HCFA has established the elements that are a necessary prerequisite for imposing remedies for deficiencies that are at less than the immediate jeopardy level of deficiency. These include civil money penalties in the range of from $50 - $3,000 per day beginning with May 7, 1998. HCFA may also terminate Petitioner's participation in Medicare.

HCFA based its determination to terminate Petitioner's participation in Medicare on the surveyors' incorrect conclusions that as of May 4 - 7, 1998 and May 27 - 29, 1998, Petitioner was deficient at the immediate jeopardy level of deficiency. In fact, HCFA normally would not terminate a facility's participation in Medicare on such short notice where there are present only deficiencies that are of less than the immediate jeopardy level. My experience in such cases is that HCFA usually will give a deficient facility up to six months to correct the outstanding deficiencies before imposing the remedy of termination of participation. See 42 C.F.R. § 488.412(a). However, HCFA is not obligated to give a facility that is deficient at less than the immediate jeopardy level six months to correct its outstanding deficiencies. Under both the Act and regulations, HCFA has the authority to terminate immediately the participation of a deficient facility regardless of the level of the deficiencies.

I have no authority to decide whether termination of participation is an inappropriate remedy under the unique facts of this case.
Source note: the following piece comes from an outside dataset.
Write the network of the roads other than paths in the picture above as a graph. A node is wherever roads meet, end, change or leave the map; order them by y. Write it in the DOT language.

As I discuss above, at Part I.B. of this decision, I do not have the authority to hear and decide the appropriateness of any remedy that HCFA might impose in a case,, assuming that a basis exists to impose a remedy, except that I may decide whether the amount of a civil money penalty is reasonable.
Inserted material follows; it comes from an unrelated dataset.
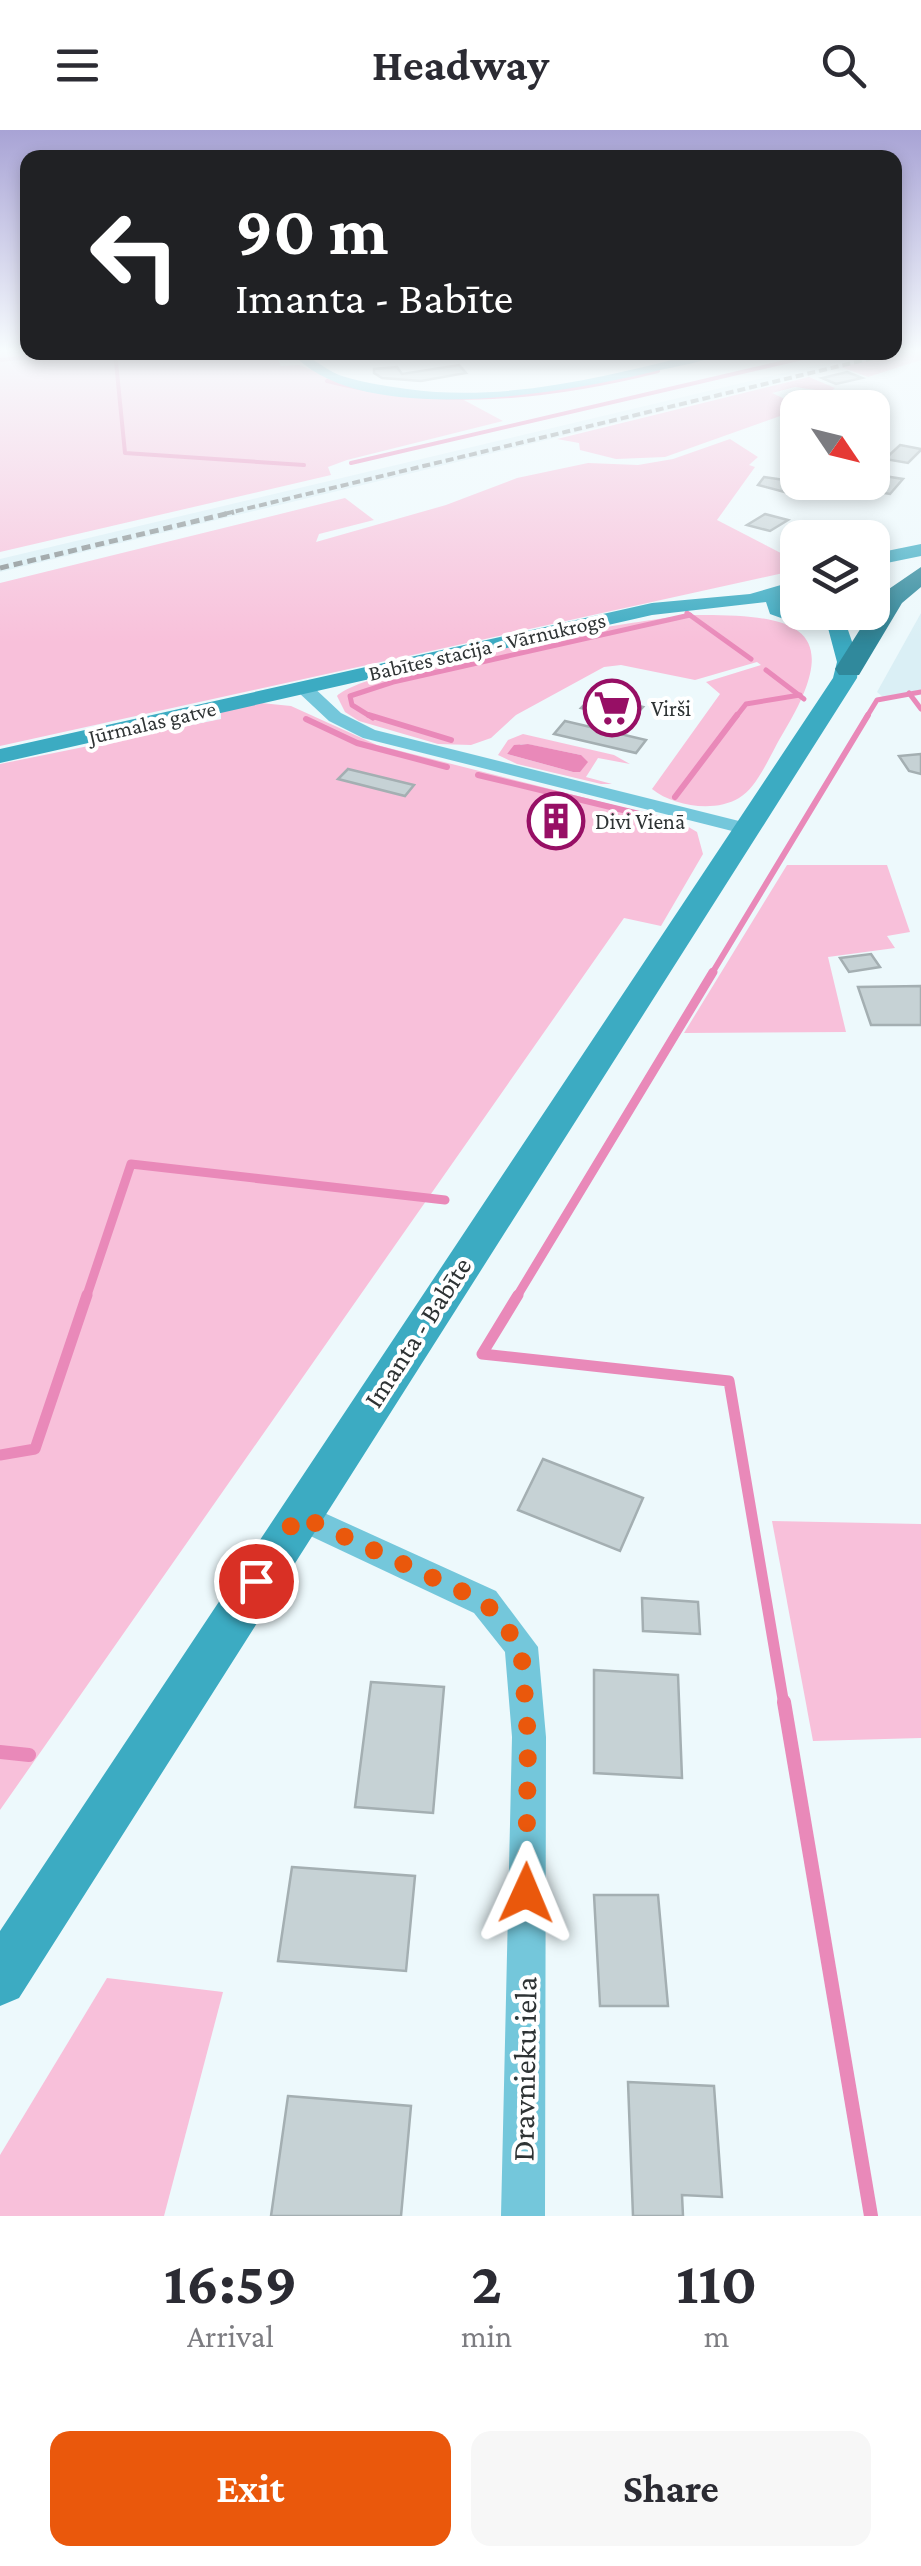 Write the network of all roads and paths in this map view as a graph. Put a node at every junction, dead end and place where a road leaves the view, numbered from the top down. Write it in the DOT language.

10. A civil money penalty of $1,000 per day for each day of the period which begins on May 7, 1998, and which runs through June 1, 1998, is reasonable.

I sustain a civil money penalty of $1,000 per day against Petitioner for each day of the period which begins on May 7, 1998 and which runs through June 1, 1998. A penalty of this amount falls in the middle of the range of penalties which may be imposed for deficiencies that are at less than the immediate jeopardy level of deficiency. 42 C.F.R. § 488.438(a)(2). The beginning date of the penalty is the date that HCFA first determined Petitioner not to be complying substantially with participation requirements. 42 C.F.R. § 488.440(a). The end date of the penalty is the date when HCFA terminated Petitioner's participation in Medicare. 42 C.F.R. § 488.440(b).
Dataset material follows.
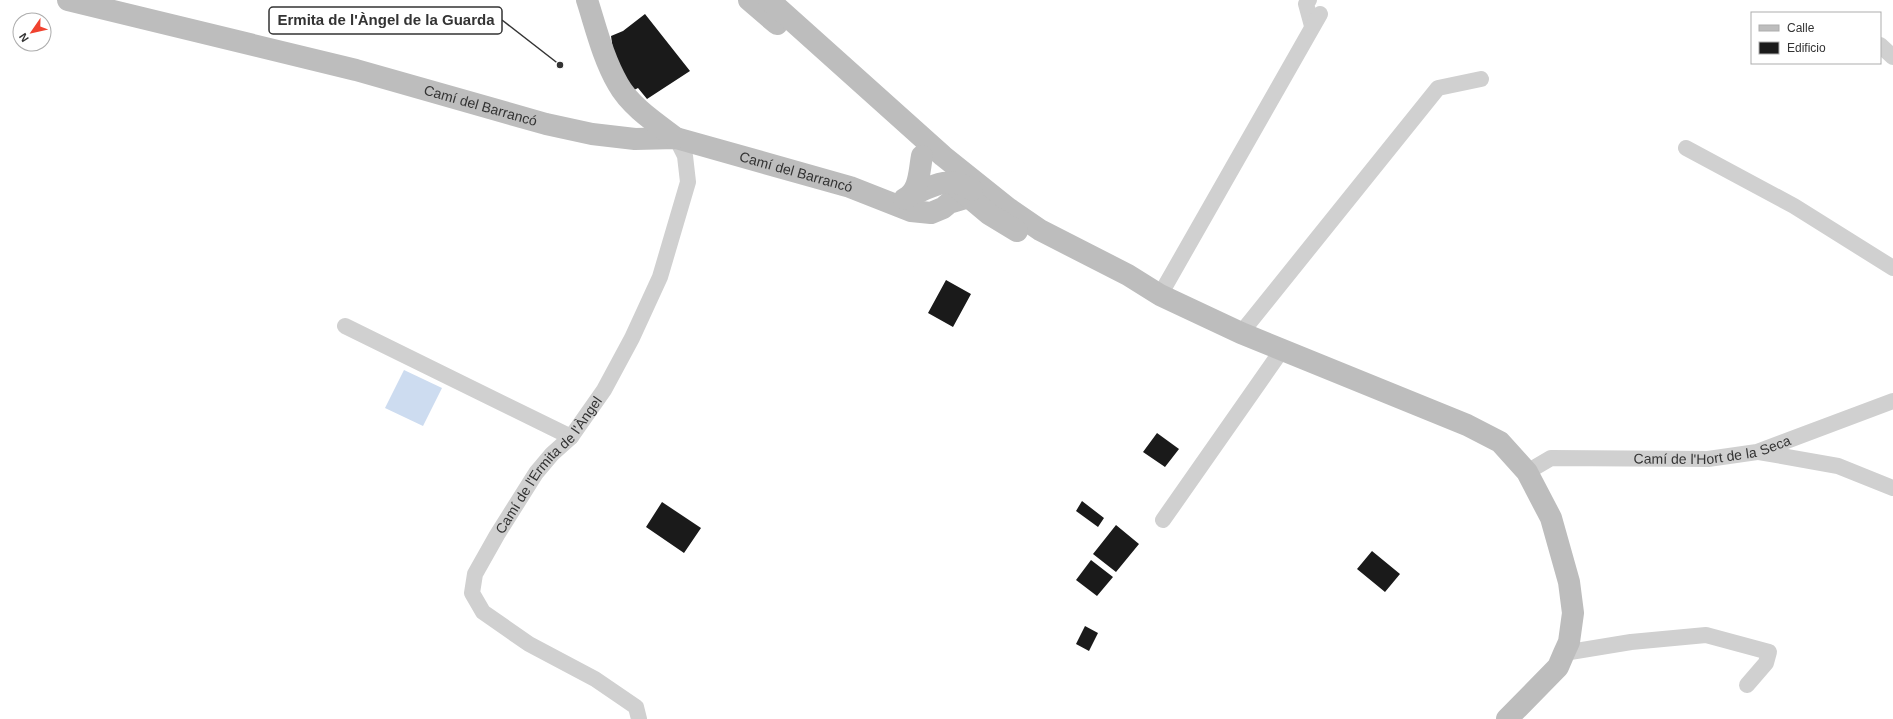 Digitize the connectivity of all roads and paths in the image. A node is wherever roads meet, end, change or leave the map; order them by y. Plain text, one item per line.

I base the amount of the penalty on the factors which are prescribed in regulations for determining the amount of a civil money penalty. Essentially, I rely on evidence which addresses the seriousness of the deficiencies manifested by Petitioner. 42 C.F.R. § 488.404(b). I also rely on evidence relating to Petitioner's past performance as a participating long-term care facility. 42 C.F.R. §§ 488.404(c)(2), 488.438(f)(1).

The evidence in this case shows Petitioner's deficiencies to be relatively serious in nature. That is particularly so with the failures of Petitioner to complete the assessments and plans of care for residents mandated by the Act and regulations and cited by the surveyors under Tags 272, 273, 274, and 279. I am satisfied from the evidence that it is a necessary prerequisite for giving care to a resident of a long-term care facility that the resident be assessed and that the resident's care be planned in accordance with the requirements of law. It is not possible to treat a resident appropriately and effectively if the resident's needs are not assessed and the resident's care is not planned. Here, the evidence shows a relatively widespread dereliction of duty by Petitioner, which put at risk the health and well being of several of its residents. A relatively substantial civil money penalty is merited by these deficiencies.

However, my determination to impose a substantial civil money penalty is tempered in some respect by Petitioner's previous unblemished history of compliance. The record establishes Petitioner to be a new facility which had been certified to participate in Medicare about eight months prior to May, 1998. There is no evidence of any deficiencies by Petitioner as of the date of initial certification.